Task to carry out: Report, from the records below, every line where the word "nodes" appears.

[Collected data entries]
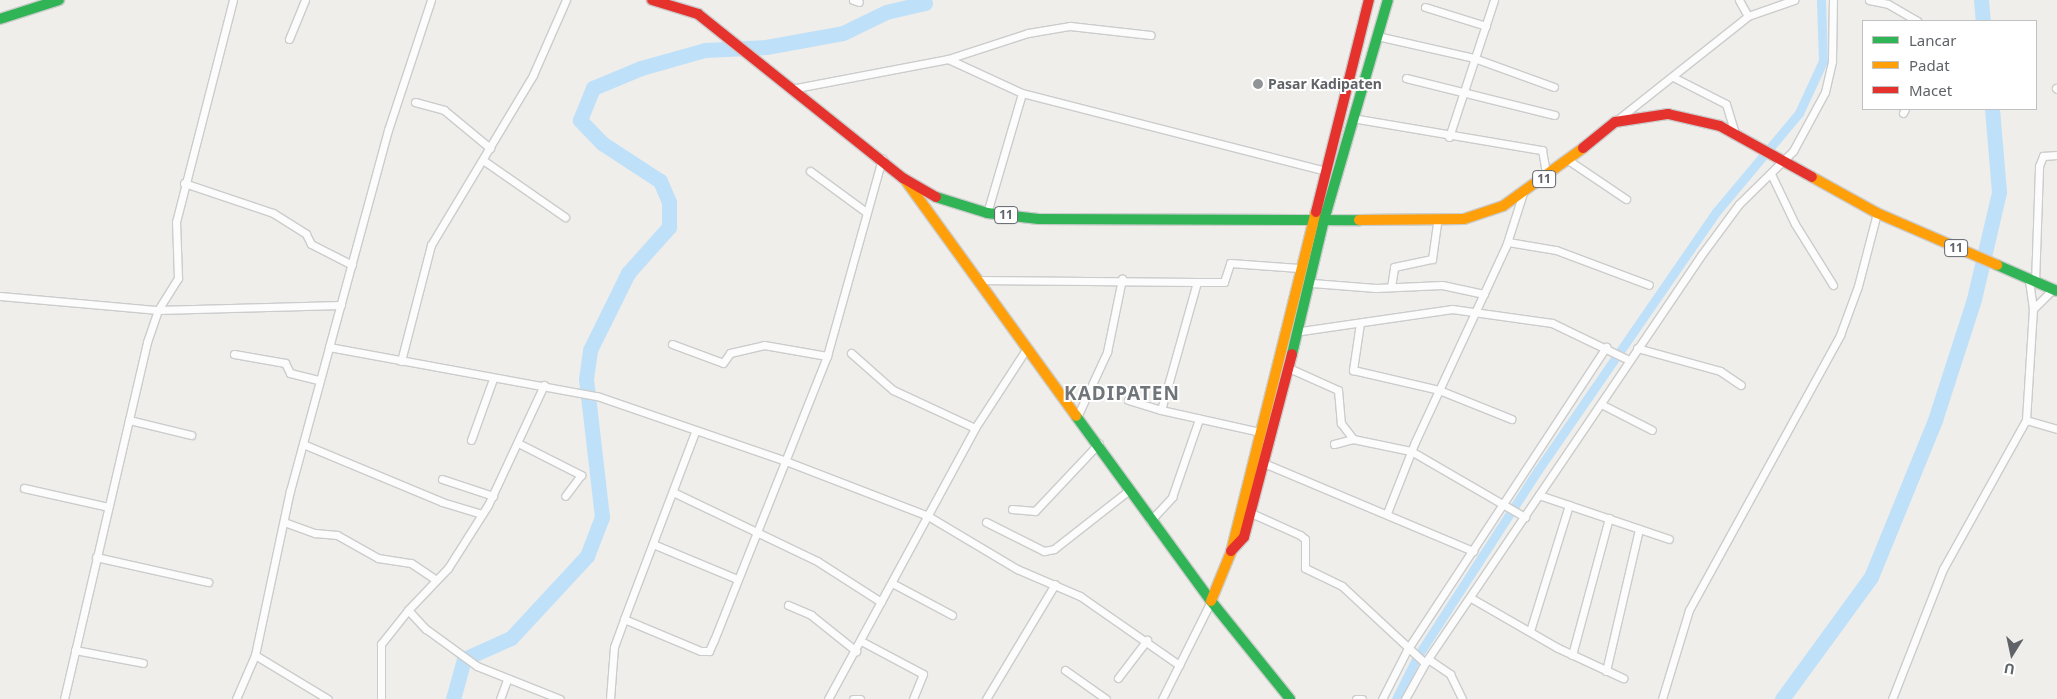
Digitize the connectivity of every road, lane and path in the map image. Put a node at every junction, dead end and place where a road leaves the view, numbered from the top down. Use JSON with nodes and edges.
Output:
{"nodes":[{"id":1,"x":59,"y":0,"type":"edge"},
{"id":2,"x":233,"y":0,"type":"edge"},
{"id":3,"x":305,"y":0,"type":"edge"},
{"id":4,"x":431,"y":0,"type":"edge"},
{"id":5,"x":566,"y":0,"type":"edge"},
{"id":6,"x":652,"y":0,"type":"edge"},
{"id":7,"x":1369,"y":0,"type":"edge"},
{"id":8,"x":1388,"y":0,"type":"edge"},
{"id":9,"x":1494,"y":0,"type":"edge"},
{"id":10,"x":1739,"y":0,"type":"edge"},
{"id":11,"x":1794,"y":0,"type":"edge"},
{"id":12,"x":1833,"y":0,"type":"edge"},
{"id":13,"x":1869,"y":0,"type":"edge"},
{"id":14,"x":670,"y":3,"type":"edge"},
{"id":15,"x":1425,"y":7,"type":"dead end"},
{"id":16,"x":1748,"y":16,"type":"junction"},
{"id":17,"x":0,"y":19,"type":"edge"},
{"id":18,"x":1916,"y":20,"type":"edge"},
{"id":19,"x":1486,"y":26,"type":"junction"},
{"id":20,"x":1150,"y":35,"type":"dead end"},
{"id":21,"x":1377,"y":36,"type":"junction"},
{"id":22,"x":289,"y":39,"type":"dead end"},
{"id":23,"x":1474,"y":58,"type":"junction"},
{"id":24,"x":948,"y":59,"type":"junction"},
{"id":25,"x":1406,"y":78,"type":"dead end"},
{"id":26,"x":1675,"y":78,"type":"junction"},
{"id":27,"x":1554,"y":87,"type":"dead end"},
{"id":28,"x":791,"y":89,"type":"junction"},
{"id":29,"x":1022,"y":92,"type":"junction"},
{"id":30,"x":1462,"y":94,"type":"junction"},
{"id":31,"x":415,"y":102,"type":"dead end"},
{"id":32,"x":1554,"y":115,"type":"dead end"},
{"id":33,"x":1352,"y":118,"type":"junction"},
{"id":34,"x":1615,"y":122,"type":"junction"},
{"id":35,"x":1735,"y":134,"type":"junction"},
{"id":36,"x":1449,"y":136,"type":"junction"},
{"id":37,"x":490,"y":148,"type":"junction"},
{"id":38,"x":2057,"y":155,"type":"edge"},
{"id":39,"x":882,"y":159,"type":"junction"},
{"id":40,"x":483,"y":160,"type":"junction"},
{"id":41,"x":1568,"y":160,"type":"junction"},
{"id":42,"x":1780,"y":160,"type":"junction"},
{"id":43,"x":810,"y":171,"type":"dead end"},
{"id":44,"x":1326,"y":171,"type":"junction"},
{"id":45,"x":1771,"y":174,"type":"junction"},
{"id":46,"x":1547,"y":176,"type":"junction"},
{"id":47,"x":904,"y":178,"type":"junction"},
{"id":48,"x":184,"y":183,"type":"junction"},
{"id":49,"x":1523,"y":192,"type":"junction"},
{"id":50,"x":1626,"y":199,"type":"dead end"},
{"id":51,"x":866,"y":212,"type":"junction"},
{"id":52,"x":987,"y":213,"type":"junction"},
{"id":53,"x":1877,"y":213,"type":"junction"},
{"id":54,"x":565,"y":217,"type":"dead end"},
{"id":55,"x":1324,"y":220,"type":"junction"},
{"id":56,"x":1311,"y":221,"type":"junction"},
{"id":57,"x":1436,"y":222,"type":"junction"},
{"id":58,"x":1508,"y":242,"type":"junction"},
{"id":59,"x":352,"y":265,"type":"junction"},
{"id":60,"x":1299,"y":268,"type":"junction"},
{"id":61,"x":1122,"y":279,"type":"junction"},
{"id":62,"x":977,"y":280,"type":"junction"},
{"id":63,"x":1197,"y":282,"type":"junction"},
{"id":64,"x":2032,"y":282,"type":"junction"},
{"id":65,"x":1312,"y":283,"type":"junction"},
{"id":66,"x":1649,"y":285,"type":"dead end"},
{"id":67,"x":1833,"y":286,"type":"dead end"},
{"id":68,"x":1391,"y":287,"type":"junction"},
{"id":69,"x":2055,"y":290,"type":"edge"},
{"id":70,"x":1484,"y":294,"type":"junction"},
{"id":71,"x":0,"y":296,"type":"edge"},
{"id":72,"x":340,"y":305,"type":"junction"},
{"id":73,"x":2033,"y":309,"type":"junction"},
{"id":74,"x":158,"y":310,"type":"junction"},
{"id":75,"x":1475,"y":313,"type":"junction"},
{"id":76,"x":1360,"y":323,"type":"junction"},
{"id":77,"x":1301,"y":331,"type":"junction"},
{"id":78,"x":672,"y":344,"type":"dead end"},
{"id":79,"x":329,"y":347,"type":"junction"},
{"id":80,"x":1607,"y":347,"type":"junction"},
{"id":81,"x":1027,"y":348,"type":"junction"},
{"id":82,"x":1637,"y":348,"type":"junction"},
{"id":83,"x":851,"y":353,"type":"dead end"},
{"id":84,"x":234,"y":354,"type":"dead end"},
{"id":85,"x":827,"y":356,"type":"junction"},
{"id":86,"x":1628,"y":358,"type":"junction"},
{"id":87,"x":401,"y":361,"type":"junction"},
{"id":88,"x":1291,"y":369,"type":"junction"},
{"id":89,"x":493,"y":379,"type":"junction"},
{"id":90,"x":318,"y":380,"type":"junction"},
{"id":91,"x":544,"y":385,"type":"junction"},
{"id":92,"x":1741,"y":385,"type":"dead end"},
{"id":93,"x":1439,"y":390,"type":"junction"},
{"id":94,"x":1128,"y":400,"type":"dead end"},
{"id":95,"x":1601,"y":404,"type":"junction"},
{"id":96,"x":1161,"y":410,"type":"junction"},
{"id":97,"x":1077,"y":417,"type":"junction"},
{"id":98,"x":1200,"y":418,"type":"junction"},
{"id":99,"x":1511,"y":419,"type":"dead end"},
{"id":100,"x":129,"y":420,"type":"junction"},
{"id":101,"x":2026,"y":420,"type":"junction"},
{"id":102,"x":975,"y":428,"type":"junction"},
{"id":103,"x":2057,"y":429,"type":"edge"},
{"id":104,"x":1652,"y":430,"type":"dead end"},
{"id":105,"x":695,"y":432,"type":"junction"},
{"id":106,"x":1260,"y":432,"type":"junction"},
{"id":107,"x":191,"y":435,"type":"dead end"},
{"id":108,"x":1353,"y":438,"type":"junction"},
{"id":109,"x":471,"y":440,"type":"dead end"},
{"id":110,"x":518,"y":443,"type":"junction"},
{"id":111,"x":1099,"y":443,"type":"junction"},
{"id":112,"x":303,"y":444,"type":"junction"},
{"id":113,"x":1334,"y":444,"type":"dead end"},
{"id":114,"x":1412,"y":451,"type":"junction"},
{"id":115,"x":783,"y":460,"type":"junction"},
{"id":116,"x":1266,"y":464,"type":"junction"},
{"id":117,"x":442,"y":480,"type":"dead end"},
{"id":118,"x":24,"y":488,"type":"dead end"},
{"id":119,"x":1128,"y":491,"type":"junction"},
{"id":120,"x":673,"y":492,"type":"junction"},
{"id":121,"x":1539,"y":495,"type":"junction"},
{"id":122,"x":492,"y":496,"type":"junction"},
{"id":123,"x":565,"y":496,"type":"dead end"},
{"id":124,"x":1504,"y":505,"type":"junction"},
{"id":125,"x":1569,"y":505,"type":"junction"},
{"id":126,"x":108,"y":507,"type":"junction"},
{"id":127,"x":1012,"y":509,"type":"dead end"},
{"id":128,"x":1251,"y":513,"type":"junction"},
{"id":129,"x":1387,"y":513,"type":"junction"},
{"id":130,"x":482,"y":514,"type":"junction"},
{"id":131,"x":928,"y":516,"type":"junction"},
{"id":132,"x":1523,"y":517,"type":"junction"},
{"id":133,"x":1609,"y":518,"type":"junction"},
{"id":134,"x":284,"y":522,"type":"junction"},
{"id":135,"x":986,"y":522,"type":"dead end"},
{"id":136,"x":1150,"y":522,"type":"junction"},
{"id":137,"x":1639,"y":529,"type":"junction"},
{"id":138,"x":755,"y":533,"type":"junction"},
{"id":139,"x":1669,"y":539,"type":"dead end"},
{"id":140,"x":653,"y":544,"type":"junction"},
{"id":141,"x":1473,"y":551,"type":"junction"},
{"id":142,"x":1230,"y":552,"type":"junction"},
{"id":143,"x":96,"y":557,"type":"junction"},
{"id":144,"x":737,"y":579,"type":"junction"},
{"id":145,"x":436,"y":580,"type":"junction"},
{"id":146,"x":208,"y":582,"type":"dead end"},
{"id":147,"x":892,"y":583,"type":"junction"},
{"id":148,"x":1055,"y":584,"type":"junction"},
{"id":149,"x":1472,"y":598,"type":"junction"},
{"id":150,"x":1211,"y":601,"type":"junction"},
{"id":151,"x":881,"y":602,"type":"junction"},
{"id":152,"x":788,"y":605,"type":"dead end"},
{"id":153,"x":408,"y":610,"type":"junction"},
{"id":154,"x":952,"y":615,"type":"dead end"},
{"id":155,"x":624,"y":619,"type":"junction"},
{"id":156,"x":1530,"y":630,"type":"junction"},
{"id":157,"x":1147,"y":640,"type":"junction"},
{"id":158,"x":861,"y":641,"type":"junction"},
{"id":159,"x":75,"y":650,"type":"junction"},
{"id":160,"x":856,"y":651,"type":"junction"},
{"id":161,"x":1409,"y":652,"type":"junction"},
{"id":162,"x":255,"y":655,"type":"junction"},
{"id":163,"x":1572,"y":655,"type":"junction"},
{"id":164,"x":1424,"y":661,"type":"junction"},
{"id":165,"x":143,"y":663,"type":"dead end"},
{"id":166,"x":1179,"y":664,"type":"junction"},
{"id":167,"x":1065,"y":670,"type":"dead end"},
{"id":168,"x":1606,"y":671,"type":"junction"},
{"id":169,"x":1118,"y":678,"type":"dead end"},
{"id":170,"x":1623,"y":678,"type":"dead end"},
{"id":171,"x":507,"y":680,"type":"junction"},
{"id":172,"x":64,"y":699,"type":"edge"},
{"id":173,"x":236,"y":699,"type":"edge"},
{"id":174,"x":328,"y":699,"type":"edge"},
{"id":175,"x":381,"y":699,"type":"edge"},
{"id":176,"x":500,"y":699,"type":"edge"},
{"id":177,"x":560,"y":699,"type":"edge"},
{"id":178,"x":610,"y":699,"type":"edge"},
{"id":179,"x":828,"y":699,"type":"edge"},
{"id":180,"x":852,"y":699,"type":"edge"},
{"id":181,"x":860,"y":699,"type":"edge"},
{"id":182,"x":913,"y":699,"type":"edge"},
{"id":183,"x":986,"y":699,"type":"edge"},
{"id":184,"x":1106,"y":699,"type":"edge"},
{"id":185,"x":1162,"y":699,"type":"edge"},
{"id":186,"x":1290,"y":699,"type":"edge"},
{"id":187,"x":1356,"y":699,"type":"edge"},
{"id":188,"x":1362,"y":699,"type":"edge"},
{"id":189,"x":1382,"y":699,"type":"edge"},
{"id":190,"x":1405,"y":699,"type":"edge"},
{"id":191,"x":1462,"y":699,"type":"edge"},
{"id":192,"x":1662,"y":699,"type":"edge"},
{"id":193,"x":1892,"y":699,"type":"edge"}],
"edges":[{"from":1,"to":17,"type":"main road"},
{"from":2,"to":48,"type":"street"},
{"from":3,"to":22,"type":"street"},
{"from":4,"to":59,"type":"street"},
{"from":5,"to":37,"type":"street"},
{"from":6,"to":14,"type":"main road","number":"11"},
{"from":7,"to":44,"type":"main road"},
{"from":8,"to":21,"type":"main road"},
{"from":9,"to":19,"type":"street"},
{"from":10,"to":16,"type":"street"},
{"from":11,"to":16,"type":"street"},
{"from":12,"to":42,"type":"street"},
{"from":13,"to":18,"type":"street"},
{"from":14,"to":28,"type":"main road","number":"11"},
{"from":15,"to":19,"type":"street"},
{"from":16,"to":26,"type":"street"},
{"from":19,"to":23,"type":"street"},
{"from":20,"to":24,"type":"street"},
{"from":21,"to":23,"type":"street"},
{"from":21,"to":33,"type":"main road"},
{"from":23,"to":27,"type":"street"},
{"from":23,"to":30,"type":"street"},
{"from":24,"to":28,"type":"street"},
{"from":24,"to":29,"type":"street"},
{"from":25,"to":30,"type":"street"},
{"from":26,"to":34,"type":"street"},
{"from":26,"to":35,"type":"street"},
{"from":28,"to":39,"type":"main road","number":"11"},
{"from":29,"to":44,"type":"street"},
{"from":29,"to":52,"type":"street"},
{"from":30,"to":32,"type":"street"},
{"from":30,"to":36,"type":"street"},
{"from":31,"to":37,"type":"street"},
{"from":33,"to":36,"type":"street"},
{"from":33,"to":55,"type":"main road"},
{"from":34,"to":35,"type":"main road","number":"11"},
{"from":34,"to":41,"type":"main road","number":"11"},
{"from":35,"to":42,"type":"main road","number":"11"},
{"from":36,"to":46,"type":"street"},
{"from":37,"to":40,"type":"street"},
{"from":38,"to":64,"type":"street"},
{"from":39,"to":47,"type":"main road","number":"11"},
{"from":39,"to":51,"type":"street"},
{"from":40,"to":54,"type":"street"},
{"from":40,"to":87,"type":"street"},
{"from":41,"to":46,"type":"main road","number":"11"},
{"from":41,"to":50,"type":"street"},
{"from":42,"to":45,"type":"street"},
{"from":42,"to":53,"type":"main road","number":"11"},
{"from":43,"to":51,"type":"street"},
{"from":44,"to":56,"type":"main road"},
{"from":45,"to":67,"type":"street"},
{"from":45,"to":82,"type":"street"},
{"from":46,"to":49,"type":"main road","number":"11"},
{"from":47,"to":52,"type":"main road","number":"11"},
{"from":47,"to":62,"type":"main road"},
{"from":48,"to":59,"type":"street"},
{"from":48,"to":74,"type":"street"},
{"from":49,"to":57,"type":"main road","number":"11"},
{"from":49,"to":58,"type":"street"},
{"from":51,"to":85,"type":"street"},
{"from":52,"to":56,"type":"main road","number":"11"},
{"from":53,"to":64,"type":"main road","number":"11"},
{"from":53,"to":192,"type":"street"},
{"from":55,"to":56,"type":"main road","number":"11"},
{"from":55,"to":57,"type":"main road","number":"11"},
{"from":55,"to":65,"type":"main road"},
{"from":56,"to":60,"type":"main road"},
{"from":57,"to":68,"type":"street"},
{"from":58,"to":66,"type":"street"},
{"from":58,"to":70,"type":"street"},
{"from":59,"to":72,"type":"street"},
{"from":60,"to":63,"type":"street"},
{"from":60,"to":106,"type":"main road"},
{"from":61,"to":62,"type":"street"},
{"from":61,"to":63,"type":"street"},
{"from":61,"to":97,"type":"street"},
{"from":62,"to":81,"type":"main road"},
{"from":63,"to":96,"type":"street"},
{"from":64,"to":69,"type":"main road","number":"11"},
{"from":64,"to":73,"type":"street"},
{"from":65,"to":68,"type":"street"},
{"from":65,"to":77,"type":"main road"},
{"from":68,"to":70,"type":"street"},
{"from":69,"to":73,"type":"street"},
{"from":70,"to":75,"type":"street"},
{"from":71,"to":74,"type":"street"},
{"from":72,"to":74,"type":"street"},
{"from":72,"to":79,"type":"street"},
{"from":73,"to":101,"type":"street"},
{"from":74,"to":100,"type":"street"},
{"from":75,"to":76,"type":"street"},
{"from":75,"to":80,"type":"street"},
{"from":75,"to":93,"type":"street"},
{"from":76,"to":77,"type":"street"},
{"from":76,"to":93,"type":"street"},
{"from":77,"to":88,"type":"main road"},
{"from":78,"to":85,"type":"street"},
{"from":79,"to":87,"type":"street"},
{"from":79,"to":90,"type":"street"},
{"from":80,"to":86,"type":"street"},
{"from":80,"to":124,"type":"street"},
{"from":81,"to":97,"type":"main road"},
{"from":81,"to":102,"type":"street"},
{"from":82,"to":86,"type":"street"},
{"from":82,"to":92,"type":"street"},
{"from":83,"to":102,"type":"street"},
{"from":84,"to":90,"type":"street"},
{"from":85,"to":115,"type":"street"},
{"from":86,"to":95,"type":"street"},
{"from":87,"to":89,"type":"street"},
{"from":88,"to":108,"type":"street"},
{"from":88,"to":116,"type":"main road"},
{"from":89,"to":91,"type":"street"},
{"from":89,"to":109,"type":"street"},
{"from":90,"to":112,"type":"street"},
{"from":91,"to":105,"type":"street"},
{"from":91,"to":110,"type":"street"},
{"from":93,"to":99,"type":"street"},
{"from":93,"to":114,"type":"street"},
{"from":94,"to":96,"type":"street"},
{"from":95,"to":104,"type":"street"},
{"from":95,"to":121,"type":"street"},
{"from":96,"to":98,"type":"street"},
{"from":97,"to":111,"type":"main road"},
{"from":98,"to":106,"type":"street"},
{"from":98,"to":136,"type":"street"},
{"from":100,"to":107,"type":"street"},
{"from":100,"to":126,"type":"street"},
{"from":101,"to":103,"type":"street"},
{"from":101,"to":193,"type":"street"},
{"from":102,"to":131,"type":"street"},
{"from":105,"to":115,"type":"street"},
{"from":105,"to":120,"type":"street"},
{"from":106,"to":142,"type":"main road"},
{"from":108,"to":113,"type":"street"},
{"from":108,"to":114,"type":"street"},
{"from":110,"to":122,"type":"street"},
{"from":110,"to":123,"type":"street"},
{"from":111,"to":119,"type":"main road"},
{"from":111,"to":127,"type":"street"},
{"from":112,"to":130,"type":"street"},
{"from":112,"to":134,"type":"street"},
{"from":114,"to":124,"type":"street"},
{"from":114,"to":129,"type":"street"},
{"from":115,"to":131,"type":"street"},
{"from":115,"to":138,"type":"street"},
{"from":116,"to":128,"type":"main road"},
{"from":116,"to":129,"type":"street"},
{"from":117,"to":122,"type":"street"},
{"from":118,"to":126,"type":"street"},
{"from":119,"to":135,"type":"street"},
{"from":119,"to":136,"type":"main road"},
{"from":120,"to":138,"type":"street"},
{"from":120,"to":140,"type":"street"},
{"from":121,"to":125,"type":"street"},
{"from":121,"to":132,"type":"street"},
{"from":122,"to":130,"type":"street"},
{"from":124,"to":132,"type":"street"},
{"from":124,"to":141,"type":"street"},
{"from":125,"to":133,"type":"street"},
{"from":125,"to":156,"type":"street"},
{"from":126,"to":143,"type":"street"},
{"from":128,"to":142,"type":"main road"},
{"from":128,"to":161,"type":"street"},
{"from":129,"to":141,"type":"street"},
{"from":130,"to":145,"type":"street"},
{"from":131,"to":147,"type":"street"},
{"from":131,"to":148,"type":"street"},
{"from":132,"to":149,"type":"street"},
{"from":133,"to":137,"type":"street"},
{"from":133,"to":163,"type":"street"},
{"from":134,"to":145,"type":"street"},
{"from":134,"to":162,"type":"street"},
{"from":136,"to":150,"type":"main road"},
{"from":137,"to":139,"type":"street"},
{"from":137,"to":168,"type":"street"},
{"from":138,"to":144,"type":"street"},
{"from":138,"to":151,"type":"street"},
{"from":140,"to":144,"type":"street"},
{"from":140,"to":155,"type":"street"},
{"from":141,"to":161,"type":"street"},
{"from":142,"to":150,"type":"main road"},
{"from":143,"to":146,"type":"street"},
{"from":143,"to":159,"type":"street"},
{"from":144,"to":155,"type":"street"},
{"from":145,"to":153,"type":"street"},
{"from":147,"to":151,"type":"street"},
{"from":147,"to":154,"type":"street"},
{"from":148,"to":157,"type":"street"},
{"from":148,"to":183,"type":"street"},
{"from":149,"to":156,"type":"street"},
{"from":149,"to":164,"type":"street"},
{"from":150,"to":166,"type":"street"},
{"from":150,"to":186,"type":"main road"},
{"from":151,"to":158,"type":"street"},
{"from":152,"to":160,"type":"street"},
{"from":153,"to":171,"type":"street"},
{"from":153,"to":175,"type":"street"},
{"from":155,"to":178,"type":"street"},
{"from":156,"to":163,"type":"street"},
{"from":157,"to":166,"type":"street"},
{"from":157,"to":169,"type":"street"},
{"from":158,"to":160,"type":"street"},
{"from":158,"to":182,"type":"street"},
{"from":159,"to":165,"type":"street"},
{"from":159,"to":172,"type":"street"},
{"from":160,"to":179,"type":"street"},
{"from":161,"to":164,"type":"street"},
{"from":161,"to":189,"type":"street"},
{"from":162,"to":173,"type":"street"},
{"from":162,"to":174,"type":"street"},
{"from":163,"to":168,"type":"street"},
{"from":164,"to":190,"type":"street"},
{"from":164,"to":191,"type":"street"},
{"from":166,"to":185,"type":"street"},
{"from":167,"to":184,"type":"street"},
{"from":168,"to":170,"type":"street"},
{"from":171,"to":176,"type":"street"},
{"from":171,"to":177,"type":"street"},
{"from":180,"to":181,"type":"street"},
{"from":187,"to":188,"type":"street"}]}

Solution for this task:
Digitize the connectivity of every road, lane and path in the map image. Put a node at every junction, dead end and place where a road leaves the view, numbered from the top down. Use JSON with nodes and edges.
{"nodes":[{"id":1,"x":59,"y":0,"type":"edge"},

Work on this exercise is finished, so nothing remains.